*** PROVIDED DATA Section Begins ***
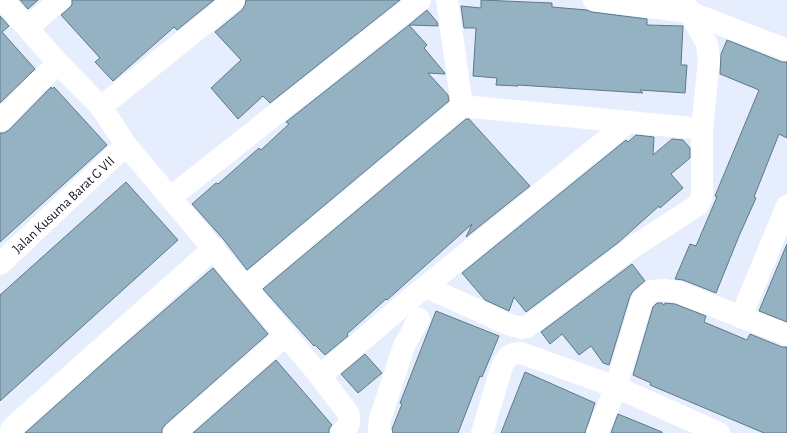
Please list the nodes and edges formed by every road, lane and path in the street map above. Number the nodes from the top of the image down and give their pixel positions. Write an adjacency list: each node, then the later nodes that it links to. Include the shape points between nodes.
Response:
1 (3, 0): 8 (street)
2 (60, 0): 8 (street)
3 (234, 0): 12 (street)
4 (420, 0): 17 (street)
5 (447, 0): 11 (street)
6 (594, 0): 7 (street)
7 (686, 6): 9 (street); 15 (street, via 707,44 709,60)
8 (28, 27): 10 (street)
9 (787, 50)
10 (58, 63): 12 (street); 13 (street)
11 (462, 106): 14 (street); 21 (street)
12 (101, 107): 16 (street)
13 (0, 121)
14 (628, 122): 15 (street); 22 (street)
15 (702, 129): 22 (street, via 702,197 698,205 633,247 527,327 510,325)
16 (126, 145): 17 (street); 20 (street, Jalan Kusuma Barat G VII)
17 (171, 197): 19 (street)
18 (787, 206): 23 (street)
19 (214, 248): 21 (street); 29 (street, via 12,428)
20 (0, 264)
21 (246, 287): 25 (street)
22 (426, 287): 27 (street)
23 (741, 317): 26 (street); 28 (street, via 678,292 651,291 642,300)
24 (419, 319): 32 (street, via 404,346 380,419)
25 (286, 335): 27 (street); 30 (street)
26 (787, 335)
27 (320, 376): 31 (street, via 348,413 349,426)
28 (616, 387): 33 (street, via 521,353 513,353 502,366); 34 (street); 35 (street)
29 (10, 433)
30 (174, 433)
31 (341, 433)
32 (381, 433)
33 (482, 433)
34 (597, 433)
35 (719, 433)

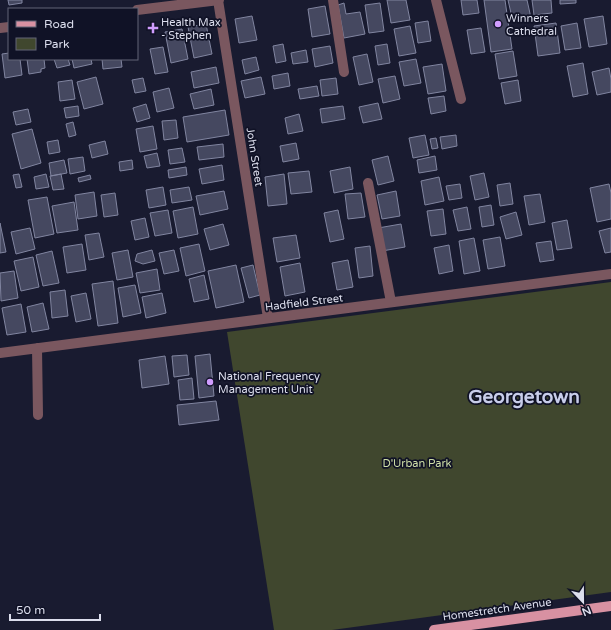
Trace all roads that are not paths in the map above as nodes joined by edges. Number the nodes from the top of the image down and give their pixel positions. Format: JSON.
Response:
{"nodes":[{"id":1,"x":219,"y":0,"type":"edge"},
{"id":2,"x":333,"y":0,"type":"edge"},
{"id":3,"x":436,"y":0,"type":"edge"},
{"id":4,"x":138,"y":10,"type":"edge"},
{"id":5,"x":344,"y":72,"type":"dead end"},
{"id":6,"x":461,"y":99,"type":"dead end"},
{"id":7,"x":368,"y":183,"type":"dead end"},
{"id":8,"x":611,"y":274,"type":"edge"},
{"id":9,"x":391,"y":302,"type":"junction"},
{"id":10,"x":268,"y":318,"type":"junction"},
{"id":11,"x":37,"y":348,"type":"junction"},
{"id":12,"x":0,"y":353,"type":"edge"},
{"id":13,"x":38,"y":415,"type":"dead end"},
{"id":14,"x":611,"y":606,"type":"edge"},
{"id":15,"x":434,"y":630,"type":"edge"}],
"edges":[{"from":1,"to":4,"type":"street"},
{"from":1,"to":10,"type":"street","name":"John Street"},
{"from":2,"to":5,"type":"street"},
{"from":3,"to":6,"type":"street"},
{"from":7,"to":9,"type":"street"},
{"from":8,"to":9,"type":"street","name":"Hadfield Street"},
{"from":9,"to":10,"type":"street","name":"Hadfield Street"},
{"from":10,"to":11,"type":"street","name":"Hadfield Street"},
{"from":11,"to":12,"type":"street","name":"Hadfield Street"},
{"from":11,"to":13,"type":"street"},
{"from":14,"to":15,"type":"main road","name":"Homestretch Avenue"}]}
*** PROVIDED DATA Section Ends ***
ACTIVITY:
Copy the data word for word, no pictures.

SOLUTION:
Please list the nodes and edges formed by every road, lane and path in the street map above. Number the nodes from the top of the image down and give their pixel positions. Write an adjacency list: each node, then the later nodes that it links to. Include the shape points between nodes.
Response:
1 (3, 0): 8 (street)
2 (60, 0): 8 (street)
3 (234, 0): 12 (street)
4 (420, 0): 17 (street)
5 (447, 0): 11 (street)
6 (594, 0): 7 (street)
7 (686, 6): 9 (street); 15 (street, via 707,44 709,60)
8 (28, 27): 10 (street)
9 (787, 50)
10 (58, 63): 12 (street); 13 (street)
11 (462, 106): 14 (street); 21 (street)
12 (101, 107): 16 (street)
13 (0, 121)
14 (628, 122): 15 (street); 22 (street)
15 (702, 129): 22 (street, via 702,197 698,205 633,247 527,327 510,325)
16 (126, 145): 17 (street); 20 (street, Jalan Kusuma Barat G VII)
17 (171, 197): 19 (street)
18 (787, 206): 23 (street)
19 (214, 248): 21 (street); 29 (street, via 12,428)
20 (0, 264)
21 (246, 287): 25 (street)
22 (426, 287): 27 (street)
23 (741, 317): 26 (street); 28 (street, via 678,292 651,291 642,300)
24 (419, 319): 32 (street, via 404,346 380,419)
25 (286, 335): 27 (street); 30 (street)
26 (787, 335)
27 (320, 376): 31 (street, via 348,413 349,426)
28 (616, 387): 33 (street, via 521,353 513,353 502,366); 34 (street); 35 (street)
29 (10, 433)
30 (174, 433)
31 (341, 433)
32 (381, 433)
33 (482, 433)
34 (597, 433)
35 (719, 433)

Trace all roads that are not paths in the map above as nodes joined by edges. Number the nodes from the top of the image down and give their pixel positions. Format: JSON.
Response:
{"nodes":[{"id":1,"x":219,"y":0,"type":"edge"},
{"id":2,"x":333,"y":0,"type":"edge"},
{"id":3,"x":436,"y":0,"type":"edge"},
{"id":4,"x":138,"y":10,"type":"edge"},
{"id":5,"x":344,"y":72,"type":"dead end"},
{"id":6,"x":461,"y":99,"type":"dead end"},
{"id":7,"x":368,"y":183,"type":"dead end"},
{"id":8,"x":611,"y":274,"type":"edge"},
{"id":9,"x":391,"y":302,"type":"junction"},
{"id":10,"x":268,"y":318,"type":"junction"},
{"id":11,"x":37,"y":348,"type":"junction"},
{"id":12,"x":0,"y":353,"type":"edge"},
{"id":13,"x":38,"y":415,"type":"dead end"},
{"id":14,"x":611,"y":606,"type":"edge"},
{"id":15,"x":434,"y":630,"type":"edge"}],
"edges":[{"from":1,"to":4,"type":"street"},
{"from":1,"to":10,"type":"street","name":"John Street"},
{"from":2,"to":5,"type":"street"},
{"from":3,"to":6,"type":"street"},
{"from":7,"to":9,"type":"street"},
{"from":8,"to":9,"type":"street","name":"Hadfield Street"},
{"from":9,"to":10,"type":"street","name":"Hadfield Street"},
{"from":10,"to":11,"type":"street","name":"Hadfield Street"},
{"from":11,"to":12,"type":"street","name":"Hadfield Street"},
{"from":11,"to":13,"type":"street"},
{"from":14,"to":15,"type":"main road","name":"Homestretch Avenue"}]}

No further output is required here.